Calgarian Nate Phelps reflects on death of infamous father
Hours after the death of Westboro Baptist Church founder Fred Phelps, his son Nate Phelps stood on a Calgary stage last night to talk about growing up in a hate-filled American home.
Although estranged from his father, Nate discussed the difficulty of forgiving a man who coined the phrase “God hates fags,” who picketed the funerals of U.S. soldiers, and who beat his children within the walls of the Kansas church.
Invited to speak at a secular humanist club event at Mount Royal University, Nate was asked what he would have said to his father if he could have been in the room during his final days.
“I cringe at that question,” he replied. “Because there is still a fear there that I left with. I’m not sure I could handle it if I was in the same room as him, but I thought I would tell him ‘I was sorry.’”
At 18, Nate moved to California to start a new life, and later settled in Calgary. Now 55, he is a Canadian citizen.
He told the crowd the few good memories of his childhood are overshadowed by fear and pain. Physical abuse was a staple of his father’s teachings, he said, recounting his father yelling at the children, calling them Satan, beating them until their skin welted red, leaving for a while, and then returning to beat them again until he drew blood. Nate said it was the verbal abuse that hurt the most and was hardest to recover from, especially when Bible scriptures were used to show him as a sinful person.

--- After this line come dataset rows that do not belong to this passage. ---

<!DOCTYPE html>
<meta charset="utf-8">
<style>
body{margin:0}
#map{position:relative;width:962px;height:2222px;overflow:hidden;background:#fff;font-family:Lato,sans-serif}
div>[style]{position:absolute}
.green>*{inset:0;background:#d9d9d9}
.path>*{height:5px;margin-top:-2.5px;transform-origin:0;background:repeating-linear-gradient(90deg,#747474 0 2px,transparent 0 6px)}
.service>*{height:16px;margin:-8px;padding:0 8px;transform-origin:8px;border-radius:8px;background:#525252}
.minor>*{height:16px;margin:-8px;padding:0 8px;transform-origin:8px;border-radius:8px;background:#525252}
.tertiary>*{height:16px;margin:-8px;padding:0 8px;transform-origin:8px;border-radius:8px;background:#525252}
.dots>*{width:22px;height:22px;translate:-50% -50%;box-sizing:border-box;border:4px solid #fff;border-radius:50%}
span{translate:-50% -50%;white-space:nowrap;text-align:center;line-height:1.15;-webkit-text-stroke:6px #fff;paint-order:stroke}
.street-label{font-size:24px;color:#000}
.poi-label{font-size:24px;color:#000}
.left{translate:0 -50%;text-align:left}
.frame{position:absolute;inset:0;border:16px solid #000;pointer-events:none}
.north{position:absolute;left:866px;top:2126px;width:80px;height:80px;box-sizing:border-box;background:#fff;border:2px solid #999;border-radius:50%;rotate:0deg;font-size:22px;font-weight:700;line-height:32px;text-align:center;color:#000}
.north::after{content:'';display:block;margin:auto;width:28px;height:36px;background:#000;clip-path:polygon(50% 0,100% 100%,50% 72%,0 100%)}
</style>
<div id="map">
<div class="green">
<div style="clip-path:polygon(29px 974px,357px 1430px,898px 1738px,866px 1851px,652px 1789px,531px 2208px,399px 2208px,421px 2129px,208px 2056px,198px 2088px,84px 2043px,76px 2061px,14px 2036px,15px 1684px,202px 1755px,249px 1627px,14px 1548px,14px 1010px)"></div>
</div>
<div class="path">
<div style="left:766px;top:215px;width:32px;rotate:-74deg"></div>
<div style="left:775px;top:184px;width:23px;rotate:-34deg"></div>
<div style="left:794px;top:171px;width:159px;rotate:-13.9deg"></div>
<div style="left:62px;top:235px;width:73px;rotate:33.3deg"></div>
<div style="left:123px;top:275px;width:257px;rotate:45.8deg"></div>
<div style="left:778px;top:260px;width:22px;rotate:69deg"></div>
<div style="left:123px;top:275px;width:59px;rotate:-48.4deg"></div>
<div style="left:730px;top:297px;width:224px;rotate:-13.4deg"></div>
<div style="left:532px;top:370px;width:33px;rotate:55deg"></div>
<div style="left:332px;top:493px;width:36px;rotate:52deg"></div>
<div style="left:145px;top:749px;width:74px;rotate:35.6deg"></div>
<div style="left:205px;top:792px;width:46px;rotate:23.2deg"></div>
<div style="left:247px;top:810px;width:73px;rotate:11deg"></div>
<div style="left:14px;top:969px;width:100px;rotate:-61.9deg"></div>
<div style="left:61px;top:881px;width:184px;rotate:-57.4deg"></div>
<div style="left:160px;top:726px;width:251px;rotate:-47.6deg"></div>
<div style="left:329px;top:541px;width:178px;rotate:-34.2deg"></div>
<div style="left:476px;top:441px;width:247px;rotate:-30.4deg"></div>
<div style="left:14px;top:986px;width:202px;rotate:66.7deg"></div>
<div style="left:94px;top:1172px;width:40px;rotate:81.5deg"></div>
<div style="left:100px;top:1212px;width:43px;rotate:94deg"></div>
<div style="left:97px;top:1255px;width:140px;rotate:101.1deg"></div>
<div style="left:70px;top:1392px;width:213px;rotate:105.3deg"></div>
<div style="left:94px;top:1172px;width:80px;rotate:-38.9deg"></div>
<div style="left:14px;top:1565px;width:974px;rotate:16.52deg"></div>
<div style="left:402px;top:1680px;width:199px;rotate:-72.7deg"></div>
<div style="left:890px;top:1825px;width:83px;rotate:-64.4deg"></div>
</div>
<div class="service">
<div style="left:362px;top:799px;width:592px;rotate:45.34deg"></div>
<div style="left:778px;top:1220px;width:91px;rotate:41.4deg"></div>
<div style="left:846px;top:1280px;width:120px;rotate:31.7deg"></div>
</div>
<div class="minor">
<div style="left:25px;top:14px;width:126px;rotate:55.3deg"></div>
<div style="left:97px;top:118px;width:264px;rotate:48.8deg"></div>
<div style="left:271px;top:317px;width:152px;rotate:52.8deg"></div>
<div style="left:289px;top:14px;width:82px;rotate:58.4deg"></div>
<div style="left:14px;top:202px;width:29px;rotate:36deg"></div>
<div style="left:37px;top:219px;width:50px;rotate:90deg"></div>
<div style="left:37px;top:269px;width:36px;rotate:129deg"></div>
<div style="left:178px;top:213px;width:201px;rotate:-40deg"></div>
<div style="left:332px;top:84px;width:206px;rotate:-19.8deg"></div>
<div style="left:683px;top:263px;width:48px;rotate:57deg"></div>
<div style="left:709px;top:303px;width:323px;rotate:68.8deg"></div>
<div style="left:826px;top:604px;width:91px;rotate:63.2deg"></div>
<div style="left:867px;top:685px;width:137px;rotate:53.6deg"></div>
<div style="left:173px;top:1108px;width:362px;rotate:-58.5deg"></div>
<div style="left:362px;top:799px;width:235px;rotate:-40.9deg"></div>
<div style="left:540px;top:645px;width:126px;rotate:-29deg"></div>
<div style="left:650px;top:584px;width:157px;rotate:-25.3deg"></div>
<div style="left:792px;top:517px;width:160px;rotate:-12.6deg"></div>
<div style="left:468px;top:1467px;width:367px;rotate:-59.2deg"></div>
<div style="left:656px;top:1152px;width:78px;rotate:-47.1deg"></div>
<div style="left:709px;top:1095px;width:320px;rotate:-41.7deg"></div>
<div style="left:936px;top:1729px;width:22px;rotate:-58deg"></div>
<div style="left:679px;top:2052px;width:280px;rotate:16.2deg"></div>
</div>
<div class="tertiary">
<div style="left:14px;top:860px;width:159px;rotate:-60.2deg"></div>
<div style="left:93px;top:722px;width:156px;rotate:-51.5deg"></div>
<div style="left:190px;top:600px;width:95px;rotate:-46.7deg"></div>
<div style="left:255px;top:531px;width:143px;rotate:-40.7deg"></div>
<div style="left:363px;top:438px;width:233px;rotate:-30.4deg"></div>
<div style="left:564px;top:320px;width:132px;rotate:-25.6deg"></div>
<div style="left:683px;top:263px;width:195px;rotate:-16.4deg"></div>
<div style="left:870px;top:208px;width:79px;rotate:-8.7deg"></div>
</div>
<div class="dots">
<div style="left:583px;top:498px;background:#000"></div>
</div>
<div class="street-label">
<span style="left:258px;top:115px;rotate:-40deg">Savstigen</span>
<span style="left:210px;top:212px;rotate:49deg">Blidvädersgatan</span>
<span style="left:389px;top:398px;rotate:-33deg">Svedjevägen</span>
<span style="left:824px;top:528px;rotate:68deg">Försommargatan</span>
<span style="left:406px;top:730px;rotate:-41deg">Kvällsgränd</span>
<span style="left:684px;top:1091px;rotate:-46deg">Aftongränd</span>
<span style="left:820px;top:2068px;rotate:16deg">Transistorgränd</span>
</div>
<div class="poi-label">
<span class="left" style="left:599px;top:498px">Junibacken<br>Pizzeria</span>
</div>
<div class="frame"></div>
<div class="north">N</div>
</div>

Nate said after leaving the church, he struggled to find ways to keep Christ and religion in his life.He has since stepped away from religion, and now considers himself an atheist. He speaks to many different groups, and encourages people to think critically about all aspects of life.
Invariably, the discussion turned to the topic of his infamous father who was reportedly excommunicated before his passing, and isolated by the congregation.
“They voted him out,” Nate said. “It’s terribly ironic that after 55 years of treating people poorly, they finally decided they were going to hold him accountable for it.”
Photo by Alexandra RabbitteNate said he is now moving forward, and is willing to help others who have struggled with religious-based abuse. He is also a major advocate for the LGBTQ community, which endured decades of attacks from Westboro Church followers.
He said he worries his father’s ideas will continue to live on in “small minds.” In remembering Fred Phelps, he said he hopes people can focus on the good that came from communities forced to rise up against the hatred.
“I will mourn his passing not for the man he was, but for the man he could have been,” he said.